Disclaimer:
i
personaggi sono copyright di Isayama Hajime. Il mio è solo uno sfruttamento senza scrupoli <3
Note: a Nari, perché è l’eternità
*muore* Sempre fiera di essere una polpetter, sis’ (L)
L’ordine in cui Eren, Armin e Mikasa compivano gli anni
era sempre stato un po’ lo specchio del loro rapporto: la prima era proprio l’unica
bambina del gruppo che, di quello stesso trio, era – chiunque tra i coetanei l’avrebbe
confermato – il vero leader. Oltre al fatto che sembrava di per sé la più
matura.
Poi c’era Eren, che a guardarlo era il classico fratello di mezzo: te lo
immaginavi facilmente, né il più grande né il più piccolo, lì a sentirsi in
dovere di essere forte anche se tutta la forza che serviva non l’aveva, ripreso
da Mikasa e già stanco a soli nove anni di essere considerato da lei il
fratellino da proteggere. A fare le scelte sbagliate, come fare a botte anziché
parlare, prendendole e dandole; puro istinto di chi nel mezzo è animato da
sentimenti così diversi che anziché bilanciarsi, oscillano sempre e diventano
imprevedibili.
Infine c’era Armin, che era il più piccolo dei tre: il più deboluccio, quello
che aveva sempre bisogno di protezione e quello che quasi subito si era arreso
al fatto che le cose andassero così – ma aveva una forza pazzesca Armin, aveva
la forza di chi sogna in grande e comincia a farlo presto; di chi riusciva a
dipingere con la mente un mondo immenso che era solo una promessa impalpabile
fuori da mura che non pensava avrebbe avuto il coraggio di oltrepassare mai.
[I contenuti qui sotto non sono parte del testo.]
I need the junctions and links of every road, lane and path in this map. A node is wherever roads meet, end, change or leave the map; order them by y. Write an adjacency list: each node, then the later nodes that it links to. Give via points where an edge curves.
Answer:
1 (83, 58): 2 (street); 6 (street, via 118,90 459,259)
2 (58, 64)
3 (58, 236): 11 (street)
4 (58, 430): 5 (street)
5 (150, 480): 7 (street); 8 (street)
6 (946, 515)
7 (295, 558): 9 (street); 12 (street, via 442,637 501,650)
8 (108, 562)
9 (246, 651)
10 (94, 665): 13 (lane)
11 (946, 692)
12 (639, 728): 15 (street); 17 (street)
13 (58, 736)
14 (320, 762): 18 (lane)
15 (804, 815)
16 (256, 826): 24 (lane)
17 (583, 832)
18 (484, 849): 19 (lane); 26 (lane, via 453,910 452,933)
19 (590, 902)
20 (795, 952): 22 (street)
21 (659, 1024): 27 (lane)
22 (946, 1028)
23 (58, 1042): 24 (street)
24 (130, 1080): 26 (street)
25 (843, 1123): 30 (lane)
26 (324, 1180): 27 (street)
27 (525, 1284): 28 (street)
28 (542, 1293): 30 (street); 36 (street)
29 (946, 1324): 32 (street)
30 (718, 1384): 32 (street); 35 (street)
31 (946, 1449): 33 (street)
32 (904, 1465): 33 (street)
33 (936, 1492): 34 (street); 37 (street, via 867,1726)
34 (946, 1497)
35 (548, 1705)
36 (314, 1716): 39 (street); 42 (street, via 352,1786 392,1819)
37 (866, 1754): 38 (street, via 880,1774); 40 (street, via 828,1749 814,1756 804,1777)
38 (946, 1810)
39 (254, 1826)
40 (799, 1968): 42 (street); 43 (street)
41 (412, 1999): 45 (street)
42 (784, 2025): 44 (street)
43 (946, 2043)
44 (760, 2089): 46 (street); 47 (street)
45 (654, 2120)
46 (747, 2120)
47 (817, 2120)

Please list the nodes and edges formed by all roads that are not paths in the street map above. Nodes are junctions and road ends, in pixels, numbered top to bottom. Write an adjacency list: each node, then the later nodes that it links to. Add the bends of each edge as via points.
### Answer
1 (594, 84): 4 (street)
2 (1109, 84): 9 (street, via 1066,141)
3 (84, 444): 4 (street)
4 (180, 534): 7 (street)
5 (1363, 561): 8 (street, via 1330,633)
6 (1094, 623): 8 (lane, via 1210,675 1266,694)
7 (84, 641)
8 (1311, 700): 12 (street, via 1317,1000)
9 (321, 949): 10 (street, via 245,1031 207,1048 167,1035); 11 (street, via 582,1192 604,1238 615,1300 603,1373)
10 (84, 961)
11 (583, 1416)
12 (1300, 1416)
Era così che andava fra loro: autocontrollo e pura forza – e nell’ombra di
spalle non molto più grandi delle sue, Armin trovava il suo posto. Era perfetto
equilibrio senza nemmeno saperlo.
Si dice che un soldato non dovrebbe mai portare con sé
troppe cose che non hanno a che fare con la guerra, come i ricordi di una casa
calda e di una famiglia che ti accoglie; dicono che diventi un fardello pesante
che ti schiaccia, non una speranza che ti motiva.
Armin ha perso la casa e l’uomo che era tutta la sua famiglia di sangue, e non
ha nulla a cui tornare; in compenso ha un ricordo felice dell’infanzia, uno di
quelli fortissimi: un compleanno in cui, senza le pretese che sono proprie
degli adulti, ricevette in dono qualche fiore, del pane caldo e due sorrisi
splendidi.
Sa che molti potrebbero pensare che la paura di perdere Eren e Mikasa rappresenti
la sua debolezza più grande; invece Armin trasforma il desiderio di tornare a
vivere con loro come un tempo nella sua forza – con quella sua capacità di
immaginare mondi e sognare di vederli tutti, che rende la pace più un obiettivo
cui arrivare che un’utopia irraggiungibile da rimpiangere.
Armin non impugna le spade per seminare morte, né soltanto per salvare vite: lui
lo fa perché vuole sopravvivere, e soprattutto non vuole farlo da solo.
Un
giorno andremo ad esplorare il mondo esterno, vero?